Posted by on June 10, 2014

April 27, 1943. Anna writes to Dad. In the letter we get additional information on Easter and some of the goings-on. Anna also mentions that Stanley is expecting a promotion. Anna comments, “I hope he gets it because he was always conscientious and worked hard for everything he got. I also hope you will be promoted.  I save space for you in my prayers and also Stanley.”

For all the preparation, Anna says that Easter “was very quiet. Nobody came. Eddie bought me a box of candy and mama a nice red plant.”  I suppose there is nothing wrong with a nice quiet family holiday.

However, Easter was not without a some drama. “Billy (Eddie’s brother) sent Eddie a letter telling him that he has some money home and Eddie should go over there and take it and buy his father a pint and cigarettes and the mother candy and flowers. Such crust. We don’t live there and we can’t just go and take his money even if he gives us permission. Eddie bought candy for the mother and a pint for his father out of his own pocket. I wrote Billy and told him how the heck he expects Eddie to go over there and get the dough. I told him that next time he had better send us the money. I don’t want Eddie to foot all of Billy’s expenses.” Here I pause to make a personal observation. When did booze and cigarettes go out of fashion as Easter gifts for men?  It must have been some time in the ’50s.

Anyway, we continue.  Anna reports that they made the rounds of the family on Easter, visiting Eddie’s parents for dinner and also going to Mechanicsville to visit Aunt Green. You may recall from a previous letter that Aunt Green’s husband passed away a few weeks earlier. Anna reports, “She was all alone in the dark house and lonely. At first we thought no one was home but when she saw it was us she put the light on. Ed’s mother wanted Aunt Green to come to Albany for Easter but all of her step-kids promised to come up so she was going to wait for them. Only one came and stayed half an hour. I feel so sorry for her. We stayed two hours.”

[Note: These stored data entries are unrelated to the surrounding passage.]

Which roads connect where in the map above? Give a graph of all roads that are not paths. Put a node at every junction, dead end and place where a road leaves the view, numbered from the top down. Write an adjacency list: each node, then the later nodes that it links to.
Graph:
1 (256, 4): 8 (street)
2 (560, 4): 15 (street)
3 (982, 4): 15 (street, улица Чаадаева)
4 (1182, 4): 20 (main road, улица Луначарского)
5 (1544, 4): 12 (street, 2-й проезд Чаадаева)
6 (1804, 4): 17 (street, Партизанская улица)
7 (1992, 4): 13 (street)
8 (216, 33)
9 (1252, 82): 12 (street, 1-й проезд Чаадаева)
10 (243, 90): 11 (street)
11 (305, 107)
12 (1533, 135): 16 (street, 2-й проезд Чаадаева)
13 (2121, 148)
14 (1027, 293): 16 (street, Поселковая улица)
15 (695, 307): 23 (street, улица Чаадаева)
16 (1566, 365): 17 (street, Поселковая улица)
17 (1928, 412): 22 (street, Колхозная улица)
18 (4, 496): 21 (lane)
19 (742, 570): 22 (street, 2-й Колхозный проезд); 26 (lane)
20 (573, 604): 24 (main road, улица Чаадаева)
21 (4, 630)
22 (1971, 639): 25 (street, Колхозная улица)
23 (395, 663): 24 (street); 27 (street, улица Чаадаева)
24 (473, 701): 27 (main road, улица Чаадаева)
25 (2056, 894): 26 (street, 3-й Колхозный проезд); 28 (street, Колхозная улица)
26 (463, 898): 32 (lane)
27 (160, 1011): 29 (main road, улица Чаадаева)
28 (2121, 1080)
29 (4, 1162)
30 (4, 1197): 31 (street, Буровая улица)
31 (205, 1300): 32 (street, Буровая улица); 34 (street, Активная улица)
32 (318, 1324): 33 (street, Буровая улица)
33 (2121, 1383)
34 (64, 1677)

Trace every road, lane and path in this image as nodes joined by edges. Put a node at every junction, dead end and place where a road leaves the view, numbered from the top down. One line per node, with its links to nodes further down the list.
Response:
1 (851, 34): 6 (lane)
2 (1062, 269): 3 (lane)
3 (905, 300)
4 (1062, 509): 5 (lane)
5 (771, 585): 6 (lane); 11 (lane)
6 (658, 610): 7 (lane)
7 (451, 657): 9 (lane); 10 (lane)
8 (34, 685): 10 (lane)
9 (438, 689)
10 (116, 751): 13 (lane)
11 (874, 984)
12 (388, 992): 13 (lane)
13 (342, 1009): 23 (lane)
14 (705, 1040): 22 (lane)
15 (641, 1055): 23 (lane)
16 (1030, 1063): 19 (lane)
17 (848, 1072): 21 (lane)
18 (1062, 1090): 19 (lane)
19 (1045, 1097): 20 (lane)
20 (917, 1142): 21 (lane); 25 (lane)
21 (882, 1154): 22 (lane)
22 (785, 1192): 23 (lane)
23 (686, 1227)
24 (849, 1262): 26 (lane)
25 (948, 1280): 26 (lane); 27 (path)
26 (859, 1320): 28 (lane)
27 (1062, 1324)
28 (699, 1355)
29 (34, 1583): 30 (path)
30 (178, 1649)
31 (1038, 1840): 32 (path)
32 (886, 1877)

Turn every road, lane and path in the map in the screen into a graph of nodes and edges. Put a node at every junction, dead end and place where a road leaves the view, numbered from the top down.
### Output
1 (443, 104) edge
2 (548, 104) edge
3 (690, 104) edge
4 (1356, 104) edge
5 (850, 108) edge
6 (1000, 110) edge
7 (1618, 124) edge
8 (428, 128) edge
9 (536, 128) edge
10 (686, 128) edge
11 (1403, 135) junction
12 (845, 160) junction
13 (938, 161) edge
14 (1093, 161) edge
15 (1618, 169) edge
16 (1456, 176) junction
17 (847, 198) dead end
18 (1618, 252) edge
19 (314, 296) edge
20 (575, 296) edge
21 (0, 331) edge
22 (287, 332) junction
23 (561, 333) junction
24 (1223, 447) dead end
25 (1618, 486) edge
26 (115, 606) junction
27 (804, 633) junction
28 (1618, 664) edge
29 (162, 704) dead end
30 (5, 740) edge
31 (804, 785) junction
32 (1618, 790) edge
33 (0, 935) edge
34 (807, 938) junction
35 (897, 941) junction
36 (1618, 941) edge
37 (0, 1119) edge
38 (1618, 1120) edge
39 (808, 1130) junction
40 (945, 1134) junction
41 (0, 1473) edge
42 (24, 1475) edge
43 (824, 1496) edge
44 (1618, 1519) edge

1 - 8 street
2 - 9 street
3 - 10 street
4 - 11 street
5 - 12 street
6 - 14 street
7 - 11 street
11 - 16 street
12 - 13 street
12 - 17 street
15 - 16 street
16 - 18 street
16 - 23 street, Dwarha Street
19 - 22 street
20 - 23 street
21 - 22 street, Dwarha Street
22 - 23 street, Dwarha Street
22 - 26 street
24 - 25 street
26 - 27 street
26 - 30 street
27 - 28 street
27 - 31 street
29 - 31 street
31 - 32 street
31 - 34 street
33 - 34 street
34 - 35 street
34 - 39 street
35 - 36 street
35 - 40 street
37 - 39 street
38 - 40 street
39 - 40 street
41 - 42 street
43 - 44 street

Anna also reports that another aunt “was supposed to come over on Easter, but as usual she didn’t. She worked Easter Sunday and when she came home she probably had a few beers and went to sleep. She is all alone because [her daughter] got a 2 week vacation and went to see her French boyfriend. I think she went to be married. He liked her and sent her piles of letters, telegrams and phone calls. She wouldn’t take 2 weeks off and spend so much money for a ticket if she did not expect to get married.”

Anna also tells dad that she had some copes of some photos made for him and that they have received the post cards that he sent from Salt Lake City as well as the brochure from Salida, Colorado.  She also says that Spring yard work has been going on. “Daddy and Eddie are cleaning and raking the yard. Daddy had cut down the plum tree by Shultz’s fence. You boys won’t know the place when you come back because everything will be changed.”